Jesse Jackson Jr. Admits Misusing Campaign Finds
WASHINGTON (CNN) — Federal prosecutors on Friday filed a plea agreement reached with former U.S. Rep. Jesse Jackson Jr. in which he admits to a felony count of misusing campaign funds.
The document contends the Illinois Democrat and his wife, Sandra Stevens Jackson, spent about $750,000 dollars from campaign coffers for personal expenses on a variety of luxury items, including furs and Michael Jackson memorabilia.
The agreement calls for Jackson to pay back hundreds of thousands of dollars.
The charging document says the campaign’s credit cards were used to purchase
$582,772 in personal expenses.
The Jacksons are accused of trying to conceal the approximate $750,000 total taken from the campaign for their personal benefit.
Jackson will not have to appear in U.S. District Court in the District of Columbia until his case is assigned to a judge, who will set a date to take Jackson’s plea.
Officials say it will be up to that judge to determine whether Jackson will serve any prison time. Under applicable federal laws, he could receive only probation, or up to a theoretical maximum of five years.
Federal investigators charged Jackson’s wife with filing false federal income tax returns for the couple from 2006 through 2011.
Sandra Jackson was referred to as a conspirator in the charges against her husband. She was identified not by name, but by title as manager for the campaign to re-elect him, beginning in 2011.

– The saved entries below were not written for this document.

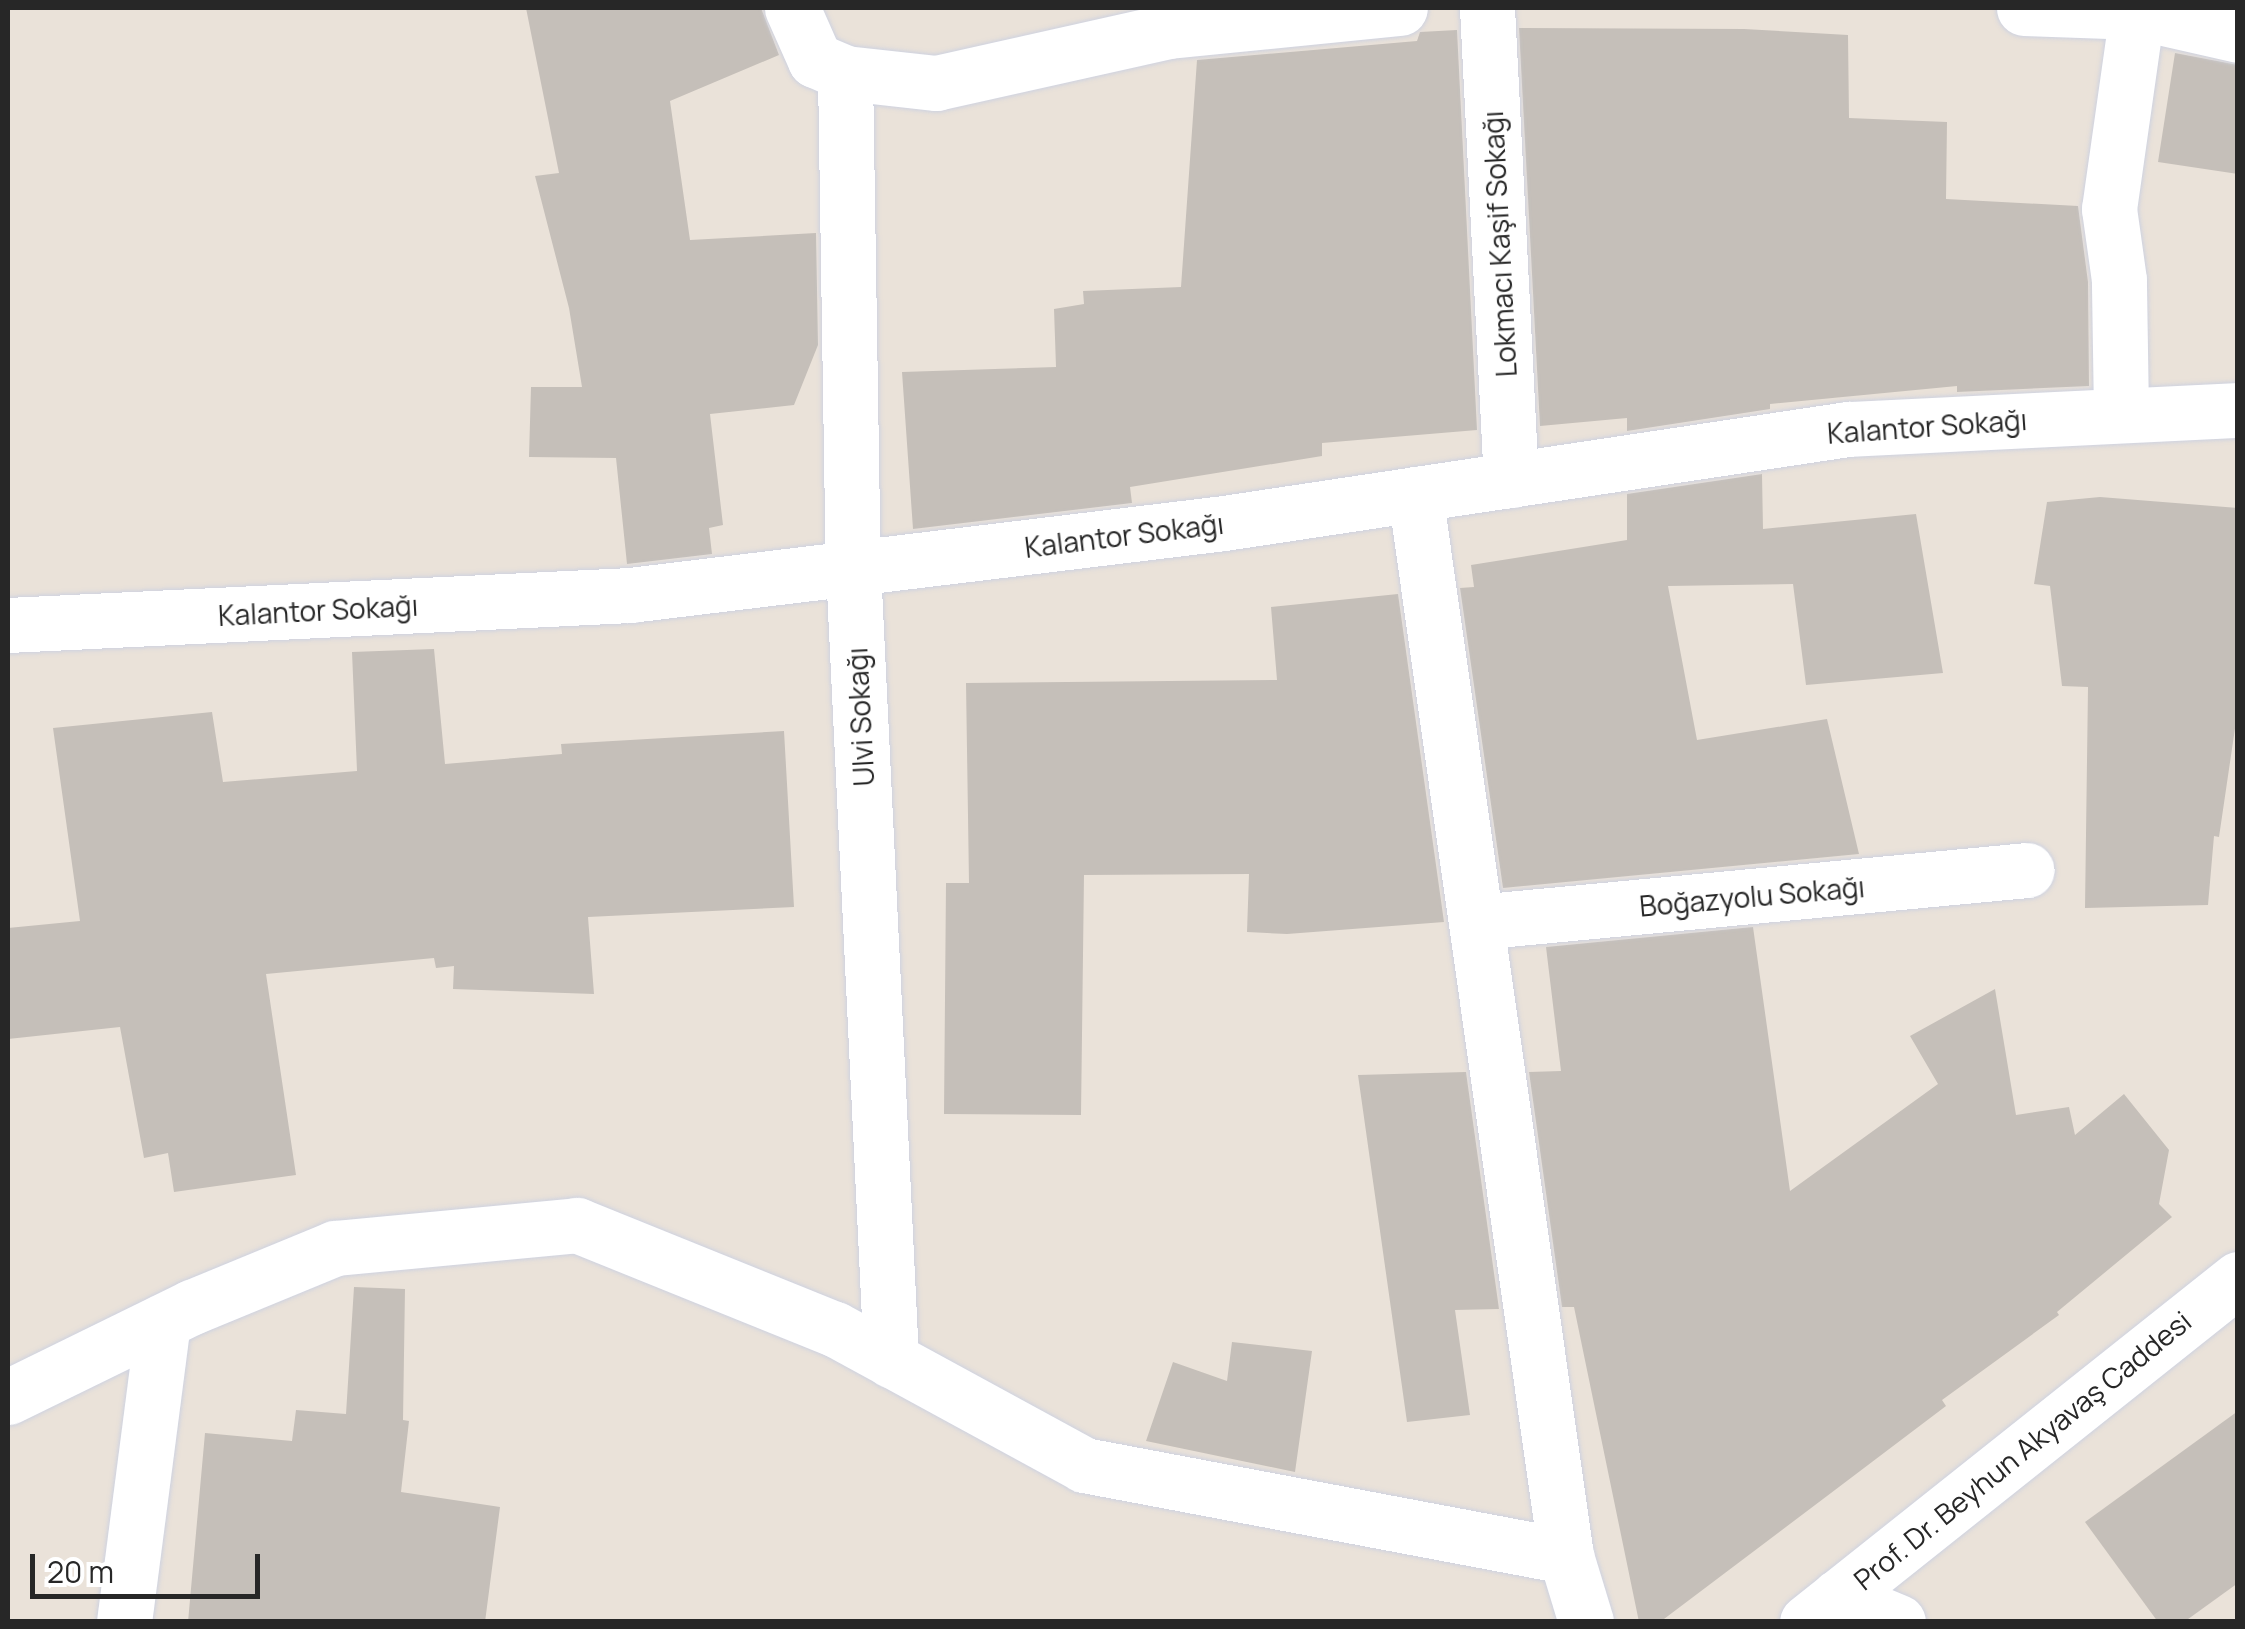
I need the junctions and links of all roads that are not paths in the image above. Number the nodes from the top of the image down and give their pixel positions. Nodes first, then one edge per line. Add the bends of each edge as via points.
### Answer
1 (792, 8) edge
2 (1400, 8) edge
3 (1487, 8) edge
4 (2024, 8) edge
5 (2038, 8) edge
6 (2137, 12) junction
7 (2238, 35) edge
8 (845, 73) junction
9 (2238, 410) edge
10 (2120, 413) junction
11 (1511, 480) junction
12 (1415, 494) junction
13 (853, 568) junction
14 (8, 625) edge
15 (2027, 870) dead end
16 (1476, 922) junction
17 (2238, 1279) edge
18 (163, 1322) junction
19 (891, 1360) junction
20 (8, 1398) edge
21 (1566, 1556) junction
22 (1822, 1609) edge
23 (124, 1622) edge
24 (1586, 1622) edge
25 (1898, 1622) edge

1 - 8 street via 816,60
2 - 8 street via 1169,31 936,83
3 - 11 street, Lokmacı Kaşif Sokağı
4 - 5 street
5 - 6 street
6 - 7 street
6 - 10 street via 2109,209 2119,280
8 - 13 street, Ulvi Sokağı
9 - 10 street, Kalantor Sokağı
10 - 11 street, Kalantor Sokağı via 1848,430
11 - 12 street, Kalantor Sokağı
12 - 13 street, Kalantor Sokağı
12 - 16 street
13 - 14 street, Kalantor Sokağı via 630,595
13 - 19 street, Ulvi Sokağı
15 - 16 street, Boğazyolu Sokağı
16 - 21 street
17 - 22 street, Prof. Dr. Beyhun Akyavaş Caddesi
18 - 19 street via 335,1248 578,1225 835,1329
18 - 20 street
18 - 23 street
19 - 21 street via 1084,1465
21 - 24 street
22 - 25 street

In a statement released by his lawyer, Jackson said: “Over the course of my life I have come to realize that none of us are immune from our share of shortcomings and human frailties. Still I offer no excuses for my conduct and I fully accept my responsibility for the improper decisions and mistakes I have made. To that end I want to offer my sincerest apologies to my family, my friends and all of my supporters for my errors in judgment and while my journey is not yet complete, it my hope that I am remembered for things that I did right.”